> HOW TO COMPLETE THIS TASK
Answer with a number only: how many lines of the data contain "Highway"?

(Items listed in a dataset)
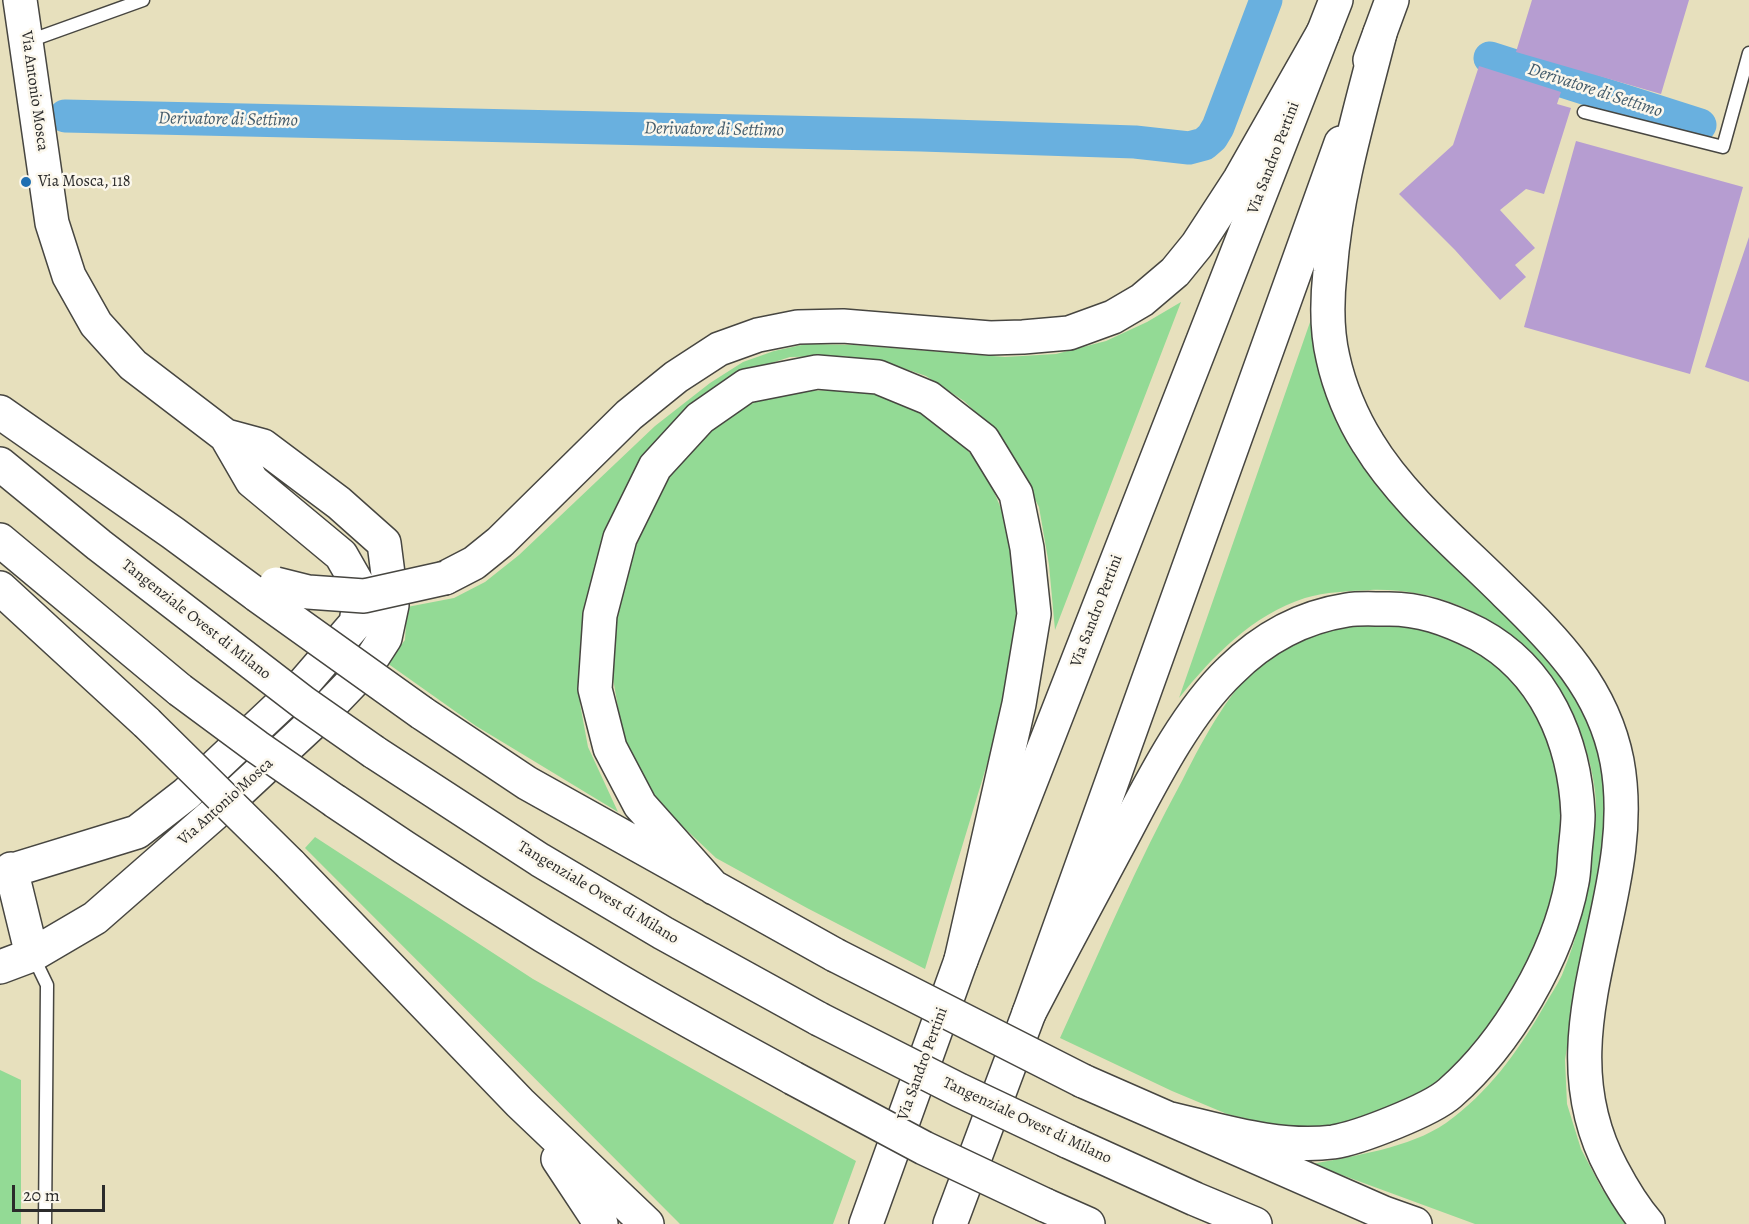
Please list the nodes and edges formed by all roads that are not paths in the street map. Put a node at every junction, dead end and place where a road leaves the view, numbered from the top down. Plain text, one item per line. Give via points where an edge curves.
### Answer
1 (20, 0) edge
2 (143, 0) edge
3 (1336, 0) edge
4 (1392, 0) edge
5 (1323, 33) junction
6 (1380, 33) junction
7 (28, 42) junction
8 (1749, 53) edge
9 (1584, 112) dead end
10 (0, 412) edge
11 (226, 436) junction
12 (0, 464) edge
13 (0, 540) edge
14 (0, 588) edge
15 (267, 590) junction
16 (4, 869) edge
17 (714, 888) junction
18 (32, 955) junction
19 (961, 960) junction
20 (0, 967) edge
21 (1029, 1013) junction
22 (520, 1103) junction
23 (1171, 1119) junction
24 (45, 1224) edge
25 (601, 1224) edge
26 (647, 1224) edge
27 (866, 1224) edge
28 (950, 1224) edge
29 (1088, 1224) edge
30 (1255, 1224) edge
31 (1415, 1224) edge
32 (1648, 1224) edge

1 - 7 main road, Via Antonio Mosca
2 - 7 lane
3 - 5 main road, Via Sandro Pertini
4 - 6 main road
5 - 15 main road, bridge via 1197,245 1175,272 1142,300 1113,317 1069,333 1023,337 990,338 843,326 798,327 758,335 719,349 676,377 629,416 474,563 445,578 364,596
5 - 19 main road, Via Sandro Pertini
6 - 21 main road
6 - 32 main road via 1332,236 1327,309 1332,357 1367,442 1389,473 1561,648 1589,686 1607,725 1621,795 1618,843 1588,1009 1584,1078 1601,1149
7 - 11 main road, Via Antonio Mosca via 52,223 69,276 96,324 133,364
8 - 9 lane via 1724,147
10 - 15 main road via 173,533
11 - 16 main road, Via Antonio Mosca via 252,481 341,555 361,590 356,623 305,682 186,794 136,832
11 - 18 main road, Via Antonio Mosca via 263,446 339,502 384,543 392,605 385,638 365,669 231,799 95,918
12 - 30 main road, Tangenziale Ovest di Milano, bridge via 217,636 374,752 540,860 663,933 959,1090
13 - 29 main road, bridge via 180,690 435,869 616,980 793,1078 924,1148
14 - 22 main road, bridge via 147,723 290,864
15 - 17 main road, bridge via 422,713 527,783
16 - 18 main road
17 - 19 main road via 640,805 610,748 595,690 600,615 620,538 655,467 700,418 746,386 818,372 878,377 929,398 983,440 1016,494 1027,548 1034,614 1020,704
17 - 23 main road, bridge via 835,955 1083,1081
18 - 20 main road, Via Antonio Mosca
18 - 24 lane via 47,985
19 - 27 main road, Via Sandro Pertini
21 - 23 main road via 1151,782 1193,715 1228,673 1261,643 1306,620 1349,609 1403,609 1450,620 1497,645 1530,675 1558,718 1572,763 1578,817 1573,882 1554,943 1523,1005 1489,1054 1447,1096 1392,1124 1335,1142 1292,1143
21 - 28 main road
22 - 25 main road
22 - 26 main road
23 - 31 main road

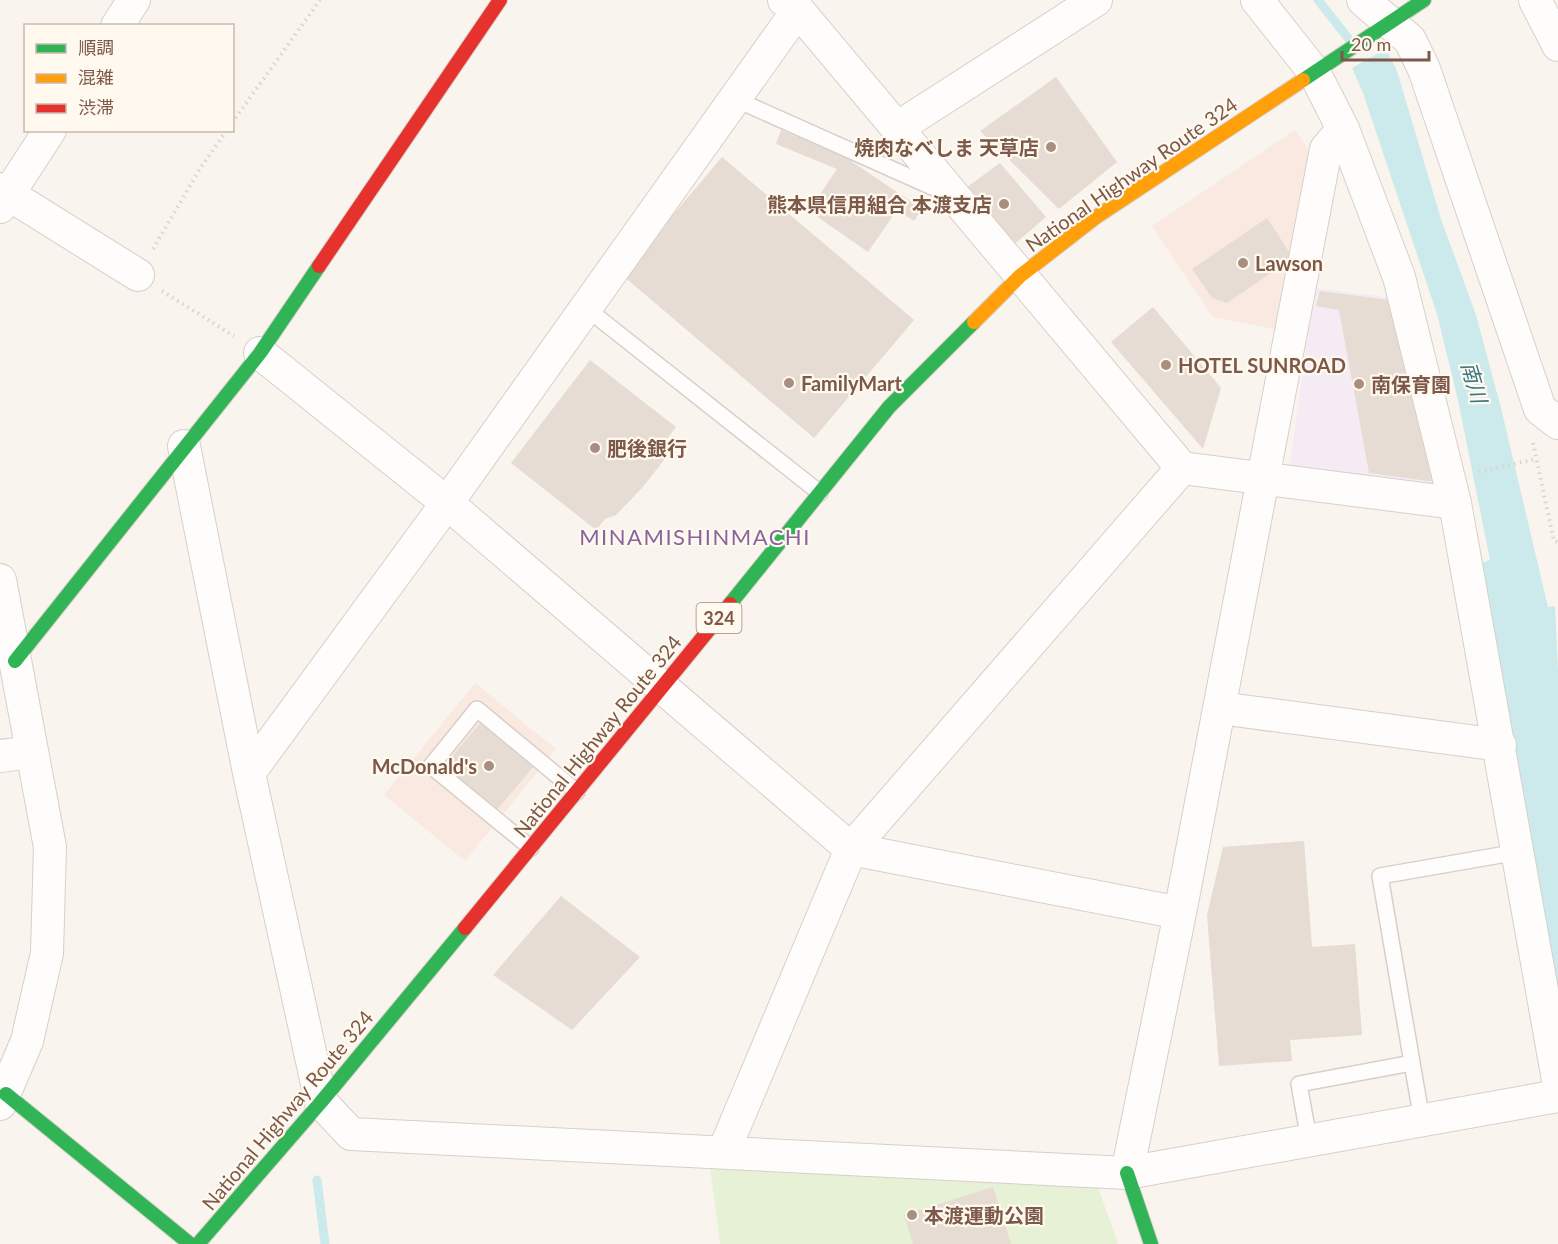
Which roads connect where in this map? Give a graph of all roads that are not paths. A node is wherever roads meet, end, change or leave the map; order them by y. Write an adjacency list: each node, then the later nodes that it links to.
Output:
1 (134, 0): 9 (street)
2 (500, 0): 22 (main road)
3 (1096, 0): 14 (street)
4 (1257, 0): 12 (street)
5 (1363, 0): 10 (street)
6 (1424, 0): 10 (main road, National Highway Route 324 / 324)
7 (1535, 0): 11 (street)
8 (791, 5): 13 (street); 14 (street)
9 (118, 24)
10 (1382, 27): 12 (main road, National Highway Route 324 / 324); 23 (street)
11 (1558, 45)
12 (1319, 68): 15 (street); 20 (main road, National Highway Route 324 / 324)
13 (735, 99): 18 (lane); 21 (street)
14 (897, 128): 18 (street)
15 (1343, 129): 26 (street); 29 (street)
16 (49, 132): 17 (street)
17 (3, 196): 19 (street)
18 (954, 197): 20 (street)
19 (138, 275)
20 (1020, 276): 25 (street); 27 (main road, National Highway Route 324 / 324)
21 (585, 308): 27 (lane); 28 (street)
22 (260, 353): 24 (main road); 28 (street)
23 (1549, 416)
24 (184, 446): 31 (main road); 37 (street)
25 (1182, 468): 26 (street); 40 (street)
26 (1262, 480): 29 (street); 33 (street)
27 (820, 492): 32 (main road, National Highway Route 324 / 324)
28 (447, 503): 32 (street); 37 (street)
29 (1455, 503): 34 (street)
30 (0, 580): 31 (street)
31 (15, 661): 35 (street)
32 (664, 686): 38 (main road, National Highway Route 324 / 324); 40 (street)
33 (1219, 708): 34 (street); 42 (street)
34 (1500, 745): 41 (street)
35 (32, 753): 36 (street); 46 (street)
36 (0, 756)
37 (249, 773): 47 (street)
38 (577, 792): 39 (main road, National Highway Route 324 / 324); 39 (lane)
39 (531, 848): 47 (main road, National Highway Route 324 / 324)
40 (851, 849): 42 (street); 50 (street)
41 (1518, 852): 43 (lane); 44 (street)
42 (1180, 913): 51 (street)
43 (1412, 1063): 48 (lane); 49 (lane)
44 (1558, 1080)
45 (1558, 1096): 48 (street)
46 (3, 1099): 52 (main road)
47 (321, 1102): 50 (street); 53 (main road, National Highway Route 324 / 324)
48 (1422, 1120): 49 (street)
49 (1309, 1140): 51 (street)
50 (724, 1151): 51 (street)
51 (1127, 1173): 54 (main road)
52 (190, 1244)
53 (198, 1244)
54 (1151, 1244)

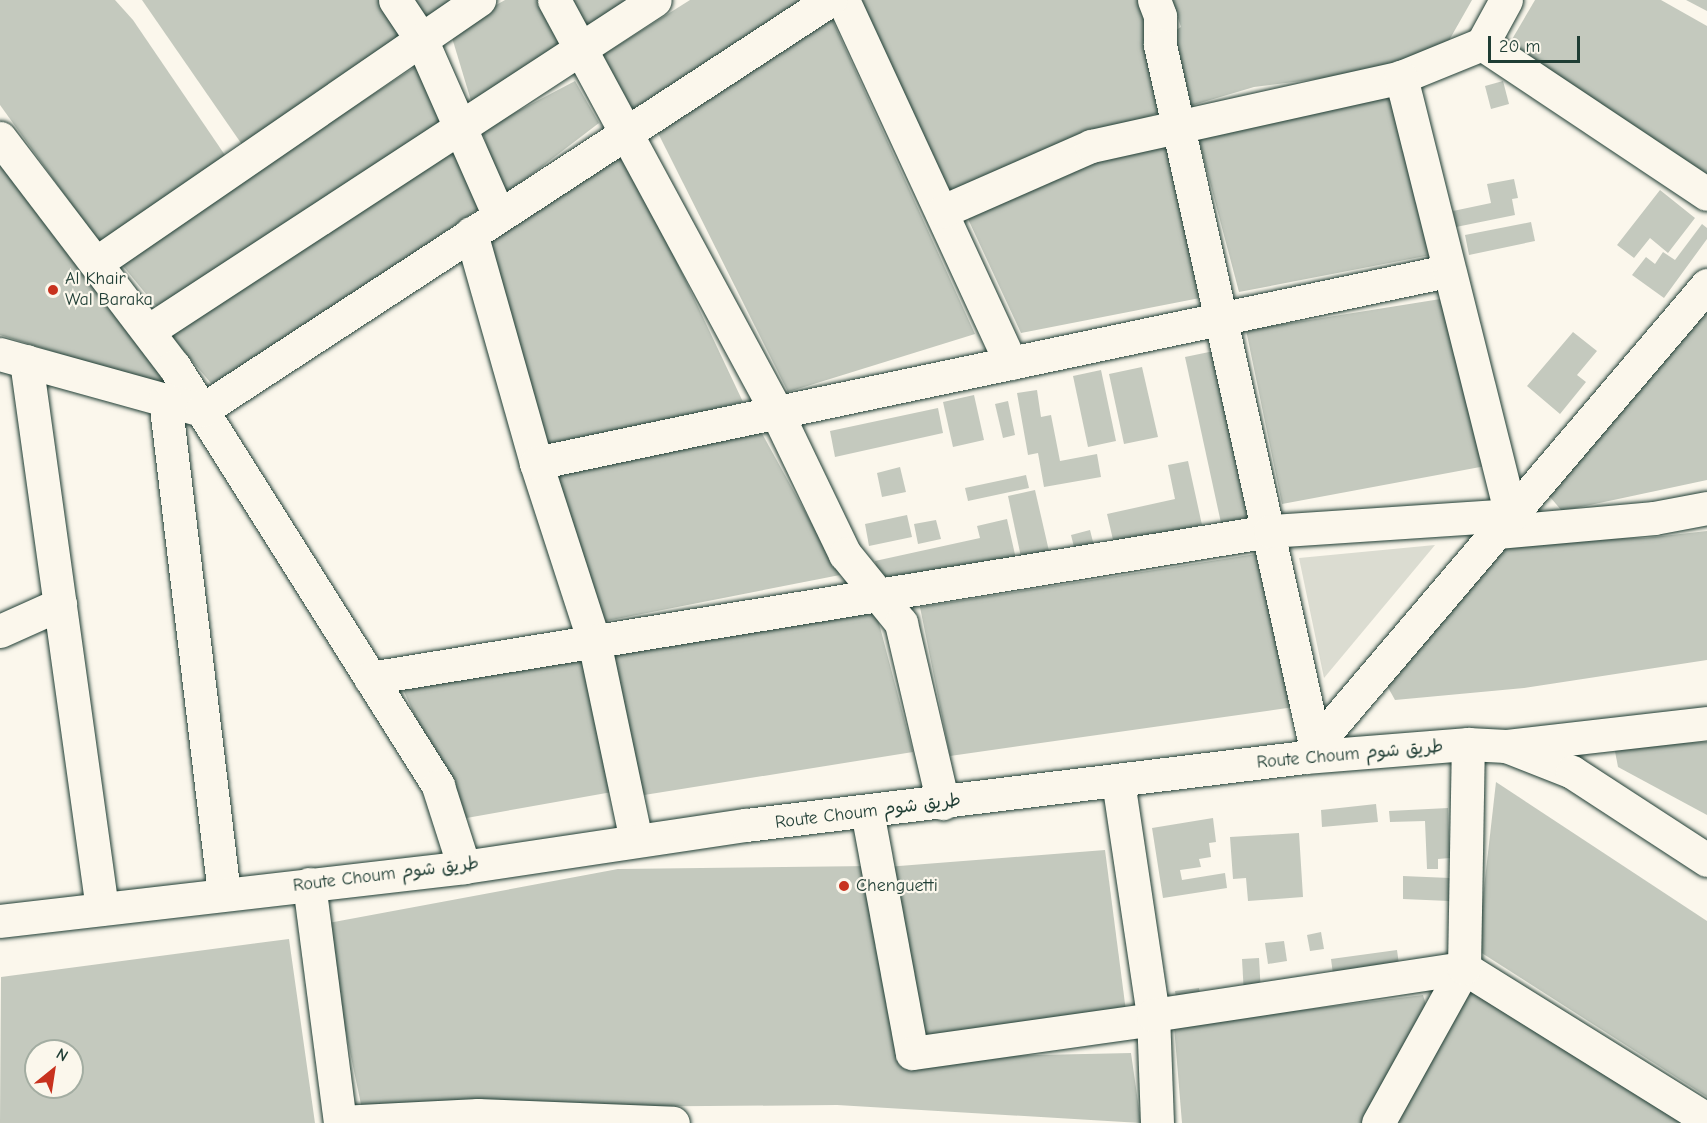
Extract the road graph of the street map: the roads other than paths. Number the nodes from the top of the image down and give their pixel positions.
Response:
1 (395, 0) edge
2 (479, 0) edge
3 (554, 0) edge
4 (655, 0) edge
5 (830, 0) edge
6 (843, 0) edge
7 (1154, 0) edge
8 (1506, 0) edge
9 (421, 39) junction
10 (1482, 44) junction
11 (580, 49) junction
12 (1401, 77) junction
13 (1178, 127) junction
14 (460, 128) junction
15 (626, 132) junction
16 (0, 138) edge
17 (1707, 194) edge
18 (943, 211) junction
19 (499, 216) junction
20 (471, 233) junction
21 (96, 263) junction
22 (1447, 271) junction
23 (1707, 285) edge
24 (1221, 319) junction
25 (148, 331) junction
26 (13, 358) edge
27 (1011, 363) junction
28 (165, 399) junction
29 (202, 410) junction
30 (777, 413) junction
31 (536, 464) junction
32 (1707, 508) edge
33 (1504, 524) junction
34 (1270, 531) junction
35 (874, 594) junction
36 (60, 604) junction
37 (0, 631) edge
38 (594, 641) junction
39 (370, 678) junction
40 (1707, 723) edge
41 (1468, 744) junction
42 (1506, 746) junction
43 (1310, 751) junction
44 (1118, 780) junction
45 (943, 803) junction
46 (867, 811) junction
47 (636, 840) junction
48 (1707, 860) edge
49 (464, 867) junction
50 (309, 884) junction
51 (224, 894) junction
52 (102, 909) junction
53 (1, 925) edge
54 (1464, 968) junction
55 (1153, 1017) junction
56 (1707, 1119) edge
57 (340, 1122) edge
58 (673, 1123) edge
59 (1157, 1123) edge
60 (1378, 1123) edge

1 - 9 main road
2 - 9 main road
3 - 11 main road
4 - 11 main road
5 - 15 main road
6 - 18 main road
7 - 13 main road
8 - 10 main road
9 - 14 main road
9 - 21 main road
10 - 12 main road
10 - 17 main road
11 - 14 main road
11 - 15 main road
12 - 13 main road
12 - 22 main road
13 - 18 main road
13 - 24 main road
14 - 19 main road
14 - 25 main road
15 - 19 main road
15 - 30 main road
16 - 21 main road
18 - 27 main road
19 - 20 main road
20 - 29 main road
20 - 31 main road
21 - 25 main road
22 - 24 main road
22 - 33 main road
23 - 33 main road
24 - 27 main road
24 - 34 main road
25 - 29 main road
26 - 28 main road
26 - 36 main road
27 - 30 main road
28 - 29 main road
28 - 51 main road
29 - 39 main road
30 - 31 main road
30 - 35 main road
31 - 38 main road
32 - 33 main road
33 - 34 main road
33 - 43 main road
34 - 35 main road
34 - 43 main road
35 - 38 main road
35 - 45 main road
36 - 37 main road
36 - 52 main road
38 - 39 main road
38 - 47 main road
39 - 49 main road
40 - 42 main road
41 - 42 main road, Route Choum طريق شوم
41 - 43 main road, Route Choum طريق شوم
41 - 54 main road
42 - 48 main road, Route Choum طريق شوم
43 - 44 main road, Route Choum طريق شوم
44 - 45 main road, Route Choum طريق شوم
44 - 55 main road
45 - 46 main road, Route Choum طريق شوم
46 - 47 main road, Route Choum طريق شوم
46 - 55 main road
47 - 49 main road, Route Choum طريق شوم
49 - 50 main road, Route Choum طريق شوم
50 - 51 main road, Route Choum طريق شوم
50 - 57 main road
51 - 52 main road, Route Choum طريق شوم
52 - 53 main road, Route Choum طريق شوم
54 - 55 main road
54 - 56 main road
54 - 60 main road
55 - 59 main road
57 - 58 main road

> RESPONSE TO THIS TASK
9